Famous people have always been comparatively well-remembered after they pass away. In a sense, death does not give them the opportunity to be forgotten. The good and bad things that they did in life can always easily be looked up, even more so today than in the past.
The same is not true for most people.
Whether wanted or not, death brings most people the opportunity to be forgotten eventually. When we walk through an old cemetery, for example, we might see a person's name on a tombstone and the years in which he or she lived. However, we do not know whether the departed was a good or bad person.
We might be able to look up an old obituary for someone, but that is unlikely to give too much information. For the most part, once the people who knew the average deceased person in life pass away themselves, knowledge about the deceased fades away and is forgotten.
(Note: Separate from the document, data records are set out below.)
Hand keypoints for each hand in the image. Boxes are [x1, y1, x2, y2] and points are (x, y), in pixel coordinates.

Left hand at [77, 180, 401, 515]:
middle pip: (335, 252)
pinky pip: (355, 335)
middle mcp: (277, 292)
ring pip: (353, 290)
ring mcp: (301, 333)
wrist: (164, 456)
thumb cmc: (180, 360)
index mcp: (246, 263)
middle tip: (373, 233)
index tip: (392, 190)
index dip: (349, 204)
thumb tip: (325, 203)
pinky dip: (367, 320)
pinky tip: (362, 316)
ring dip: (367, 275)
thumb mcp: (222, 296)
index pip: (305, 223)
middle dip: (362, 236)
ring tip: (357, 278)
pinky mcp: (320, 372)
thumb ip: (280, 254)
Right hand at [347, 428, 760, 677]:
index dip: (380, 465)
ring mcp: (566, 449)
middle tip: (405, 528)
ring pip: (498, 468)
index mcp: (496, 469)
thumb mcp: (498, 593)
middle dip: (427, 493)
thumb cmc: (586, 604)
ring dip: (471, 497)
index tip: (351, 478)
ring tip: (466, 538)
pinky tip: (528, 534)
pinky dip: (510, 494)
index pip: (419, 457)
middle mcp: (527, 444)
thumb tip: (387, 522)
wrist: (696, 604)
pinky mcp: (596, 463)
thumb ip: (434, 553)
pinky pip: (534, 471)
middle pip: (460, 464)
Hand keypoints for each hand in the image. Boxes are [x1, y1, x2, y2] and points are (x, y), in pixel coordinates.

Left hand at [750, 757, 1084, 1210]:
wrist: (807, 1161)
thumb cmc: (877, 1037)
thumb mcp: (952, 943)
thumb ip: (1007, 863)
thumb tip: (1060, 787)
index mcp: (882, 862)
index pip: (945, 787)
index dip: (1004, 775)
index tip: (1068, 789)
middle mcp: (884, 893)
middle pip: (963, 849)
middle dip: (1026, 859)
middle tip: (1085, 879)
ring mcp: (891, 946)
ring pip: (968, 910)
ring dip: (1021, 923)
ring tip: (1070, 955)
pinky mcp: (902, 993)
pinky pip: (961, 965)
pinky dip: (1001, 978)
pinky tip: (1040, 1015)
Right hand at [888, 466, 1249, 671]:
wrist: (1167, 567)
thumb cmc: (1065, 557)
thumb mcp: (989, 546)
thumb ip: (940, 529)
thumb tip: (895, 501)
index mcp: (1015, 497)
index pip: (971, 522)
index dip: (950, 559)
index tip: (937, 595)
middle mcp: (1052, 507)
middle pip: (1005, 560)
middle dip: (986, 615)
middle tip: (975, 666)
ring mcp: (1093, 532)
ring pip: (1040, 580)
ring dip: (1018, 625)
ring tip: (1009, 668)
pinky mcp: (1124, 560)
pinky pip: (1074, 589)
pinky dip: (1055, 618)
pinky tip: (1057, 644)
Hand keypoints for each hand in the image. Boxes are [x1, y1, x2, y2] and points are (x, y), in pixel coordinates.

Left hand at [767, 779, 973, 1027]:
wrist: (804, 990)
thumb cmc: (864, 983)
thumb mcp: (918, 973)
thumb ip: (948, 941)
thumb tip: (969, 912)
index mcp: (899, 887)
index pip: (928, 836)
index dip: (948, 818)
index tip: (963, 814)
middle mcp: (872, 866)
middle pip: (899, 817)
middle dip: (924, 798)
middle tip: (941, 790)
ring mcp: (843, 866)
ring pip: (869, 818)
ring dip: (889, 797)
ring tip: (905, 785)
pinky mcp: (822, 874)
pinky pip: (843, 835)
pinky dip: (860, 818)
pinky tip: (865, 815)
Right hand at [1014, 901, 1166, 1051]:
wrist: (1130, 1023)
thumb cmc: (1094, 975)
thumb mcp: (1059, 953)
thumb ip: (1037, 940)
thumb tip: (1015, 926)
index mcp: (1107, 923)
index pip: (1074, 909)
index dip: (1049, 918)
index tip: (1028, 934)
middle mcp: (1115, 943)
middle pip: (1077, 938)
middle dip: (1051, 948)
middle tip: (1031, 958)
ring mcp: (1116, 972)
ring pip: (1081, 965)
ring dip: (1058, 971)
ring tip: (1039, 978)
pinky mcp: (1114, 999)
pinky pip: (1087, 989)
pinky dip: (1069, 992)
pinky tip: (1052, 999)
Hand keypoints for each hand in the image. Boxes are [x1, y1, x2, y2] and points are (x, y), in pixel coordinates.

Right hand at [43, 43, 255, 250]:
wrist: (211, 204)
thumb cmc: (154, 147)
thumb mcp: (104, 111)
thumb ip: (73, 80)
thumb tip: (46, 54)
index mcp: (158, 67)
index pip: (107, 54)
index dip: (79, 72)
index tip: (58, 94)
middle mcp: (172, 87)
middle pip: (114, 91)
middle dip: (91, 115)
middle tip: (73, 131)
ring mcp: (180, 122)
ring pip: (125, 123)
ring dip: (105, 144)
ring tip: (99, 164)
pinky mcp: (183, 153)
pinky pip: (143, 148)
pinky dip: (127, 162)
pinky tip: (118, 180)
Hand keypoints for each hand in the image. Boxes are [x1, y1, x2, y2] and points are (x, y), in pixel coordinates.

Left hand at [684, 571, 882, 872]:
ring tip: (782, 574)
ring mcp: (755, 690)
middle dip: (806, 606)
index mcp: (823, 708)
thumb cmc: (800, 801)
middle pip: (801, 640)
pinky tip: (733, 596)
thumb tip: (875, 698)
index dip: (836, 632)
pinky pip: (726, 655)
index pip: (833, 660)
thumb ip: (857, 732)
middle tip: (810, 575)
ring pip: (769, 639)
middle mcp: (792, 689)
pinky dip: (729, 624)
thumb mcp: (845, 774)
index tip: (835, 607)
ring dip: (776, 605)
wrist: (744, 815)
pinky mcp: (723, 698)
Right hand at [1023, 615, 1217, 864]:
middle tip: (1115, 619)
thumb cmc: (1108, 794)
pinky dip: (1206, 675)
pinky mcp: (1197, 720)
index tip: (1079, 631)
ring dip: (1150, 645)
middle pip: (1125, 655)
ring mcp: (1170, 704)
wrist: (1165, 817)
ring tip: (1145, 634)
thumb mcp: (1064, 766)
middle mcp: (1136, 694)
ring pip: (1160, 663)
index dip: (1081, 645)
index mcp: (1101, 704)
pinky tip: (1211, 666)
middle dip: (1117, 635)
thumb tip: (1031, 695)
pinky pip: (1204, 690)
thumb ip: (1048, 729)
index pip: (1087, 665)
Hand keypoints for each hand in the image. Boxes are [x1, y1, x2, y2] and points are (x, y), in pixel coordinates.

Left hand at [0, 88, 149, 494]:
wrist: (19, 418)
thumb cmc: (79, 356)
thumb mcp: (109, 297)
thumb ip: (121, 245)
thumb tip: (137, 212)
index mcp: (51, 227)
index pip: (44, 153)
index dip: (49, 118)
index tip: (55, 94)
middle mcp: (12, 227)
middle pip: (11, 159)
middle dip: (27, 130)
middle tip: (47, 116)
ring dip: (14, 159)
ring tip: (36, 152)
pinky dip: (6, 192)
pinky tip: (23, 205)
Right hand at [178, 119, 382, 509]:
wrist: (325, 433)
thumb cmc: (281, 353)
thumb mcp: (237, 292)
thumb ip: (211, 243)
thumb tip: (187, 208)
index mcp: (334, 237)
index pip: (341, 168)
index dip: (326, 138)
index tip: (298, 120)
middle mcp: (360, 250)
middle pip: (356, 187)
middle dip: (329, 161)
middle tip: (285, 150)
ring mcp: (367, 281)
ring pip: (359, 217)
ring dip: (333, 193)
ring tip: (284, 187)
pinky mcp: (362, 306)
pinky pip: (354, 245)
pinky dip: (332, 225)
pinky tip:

That might be about to change.
Technology continues to offer more and more ways to preserve information about the details of people's lives for posterity. One of the latest things comes from a cemetery in Slovenia, where people can pay to have a video screen on their tombstones.
When someone looks at the screen, pictures and videos from the deceased's life will play on the screen, as Smithsonian.com reports in "Digital Tombstone Brings the Dead Back to Life."
Eventually, elderly people will need to confront whether they want to be remembered in detail after they pass away and, if so, for how long?
While some might leap at the opportunity, others might prefer to be forgotten when they can no longer reply to how people remember them.
Reference: Smithsonian.com (April 13, 2017) "Digital Tombstone Brings the Dead Back to Life."